══ Material provided
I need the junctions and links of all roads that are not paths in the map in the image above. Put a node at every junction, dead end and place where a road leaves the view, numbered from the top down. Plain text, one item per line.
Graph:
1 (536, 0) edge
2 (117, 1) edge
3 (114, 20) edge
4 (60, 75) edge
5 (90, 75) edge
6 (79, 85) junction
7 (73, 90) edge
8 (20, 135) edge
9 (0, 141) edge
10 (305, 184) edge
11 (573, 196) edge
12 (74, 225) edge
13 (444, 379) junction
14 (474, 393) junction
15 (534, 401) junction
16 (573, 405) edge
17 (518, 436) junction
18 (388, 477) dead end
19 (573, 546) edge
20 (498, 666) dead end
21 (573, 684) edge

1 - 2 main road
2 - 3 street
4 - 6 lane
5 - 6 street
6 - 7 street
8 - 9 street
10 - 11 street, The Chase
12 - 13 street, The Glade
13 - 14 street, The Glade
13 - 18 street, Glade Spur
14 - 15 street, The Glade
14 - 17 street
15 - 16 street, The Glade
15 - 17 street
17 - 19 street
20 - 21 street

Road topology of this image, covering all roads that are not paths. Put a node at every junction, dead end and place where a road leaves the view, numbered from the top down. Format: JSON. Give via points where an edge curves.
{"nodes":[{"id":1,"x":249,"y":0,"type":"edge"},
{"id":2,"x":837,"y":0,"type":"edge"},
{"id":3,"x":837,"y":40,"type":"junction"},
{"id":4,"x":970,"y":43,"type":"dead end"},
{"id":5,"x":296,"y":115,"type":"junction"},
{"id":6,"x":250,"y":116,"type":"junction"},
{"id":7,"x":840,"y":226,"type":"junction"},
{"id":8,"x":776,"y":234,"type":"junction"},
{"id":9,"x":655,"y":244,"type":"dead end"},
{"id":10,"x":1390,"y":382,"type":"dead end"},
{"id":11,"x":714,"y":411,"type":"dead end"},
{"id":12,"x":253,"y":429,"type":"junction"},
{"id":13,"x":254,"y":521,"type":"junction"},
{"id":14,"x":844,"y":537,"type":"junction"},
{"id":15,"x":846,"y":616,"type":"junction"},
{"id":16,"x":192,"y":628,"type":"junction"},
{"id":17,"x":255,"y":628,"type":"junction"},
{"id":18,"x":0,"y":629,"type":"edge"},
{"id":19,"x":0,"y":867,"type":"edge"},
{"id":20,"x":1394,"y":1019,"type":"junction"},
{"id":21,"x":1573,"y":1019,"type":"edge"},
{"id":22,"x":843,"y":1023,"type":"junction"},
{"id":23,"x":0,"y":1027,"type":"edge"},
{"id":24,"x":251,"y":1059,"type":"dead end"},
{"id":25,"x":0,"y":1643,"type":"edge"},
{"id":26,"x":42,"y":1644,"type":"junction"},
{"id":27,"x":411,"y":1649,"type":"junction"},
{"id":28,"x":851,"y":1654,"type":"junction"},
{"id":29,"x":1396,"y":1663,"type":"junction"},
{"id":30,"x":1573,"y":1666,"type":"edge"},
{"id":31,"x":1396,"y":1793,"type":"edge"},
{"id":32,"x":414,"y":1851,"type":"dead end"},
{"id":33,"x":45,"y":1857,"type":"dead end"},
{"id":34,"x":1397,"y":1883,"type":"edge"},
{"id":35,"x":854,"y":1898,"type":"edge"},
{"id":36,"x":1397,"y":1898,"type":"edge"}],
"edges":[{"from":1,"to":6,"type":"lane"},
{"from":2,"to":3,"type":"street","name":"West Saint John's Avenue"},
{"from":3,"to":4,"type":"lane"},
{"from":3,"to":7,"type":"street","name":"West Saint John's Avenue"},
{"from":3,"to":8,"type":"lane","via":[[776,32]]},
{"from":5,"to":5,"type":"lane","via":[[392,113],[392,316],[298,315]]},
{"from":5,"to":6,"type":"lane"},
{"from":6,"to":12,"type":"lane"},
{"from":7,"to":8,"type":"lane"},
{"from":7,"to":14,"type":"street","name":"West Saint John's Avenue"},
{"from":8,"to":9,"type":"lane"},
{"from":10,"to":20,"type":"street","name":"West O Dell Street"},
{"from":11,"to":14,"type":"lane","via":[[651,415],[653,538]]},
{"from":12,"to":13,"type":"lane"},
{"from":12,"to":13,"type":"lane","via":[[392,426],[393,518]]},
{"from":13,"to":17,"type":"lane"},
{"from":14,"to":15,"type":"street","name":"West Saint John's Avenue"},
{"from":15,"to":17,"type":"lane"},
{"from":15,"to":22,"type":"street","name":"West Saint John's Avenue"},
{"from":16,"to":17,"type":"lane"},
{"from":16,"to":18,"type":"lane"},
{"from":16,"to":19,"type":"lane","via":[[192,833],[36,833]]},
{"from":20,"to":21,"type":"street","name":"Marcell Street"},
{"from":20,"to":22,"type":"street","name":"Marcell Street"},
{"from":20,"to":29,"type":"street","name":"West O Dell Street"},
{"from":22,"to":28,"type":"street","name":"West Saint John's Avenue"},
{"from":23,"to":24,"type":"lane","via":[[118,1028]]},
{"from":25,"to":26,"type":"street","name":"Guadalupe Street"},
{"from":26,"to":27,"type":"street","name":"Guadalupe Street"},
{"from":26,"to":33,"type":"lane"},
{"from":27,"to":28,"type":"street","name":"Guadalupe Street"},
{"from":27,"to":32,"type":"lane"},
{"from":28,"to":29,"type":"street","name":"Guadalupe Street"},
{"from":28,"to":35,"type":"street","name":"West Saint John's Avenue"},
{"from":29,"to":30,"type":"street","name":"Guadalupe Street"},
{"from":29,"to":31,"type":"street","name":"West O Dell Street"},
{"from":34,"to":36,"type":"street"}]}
════
### [Work to complete]
Show all lines from the records above where the word "paths" occurs.

### [Exercise response]
I need the junctions and links of all roads that are not paths in the map in the image above. Put a node at every junction, dead end and place where a road leaves the view, numbered from the top down. Plain text, one item per line.
Road topology of this image, covering all roads that are not paths. Put a node at every junction, dead end and place where a road leaves the view, numbered from the top down. Format: JSON. Give via points where an edge curves.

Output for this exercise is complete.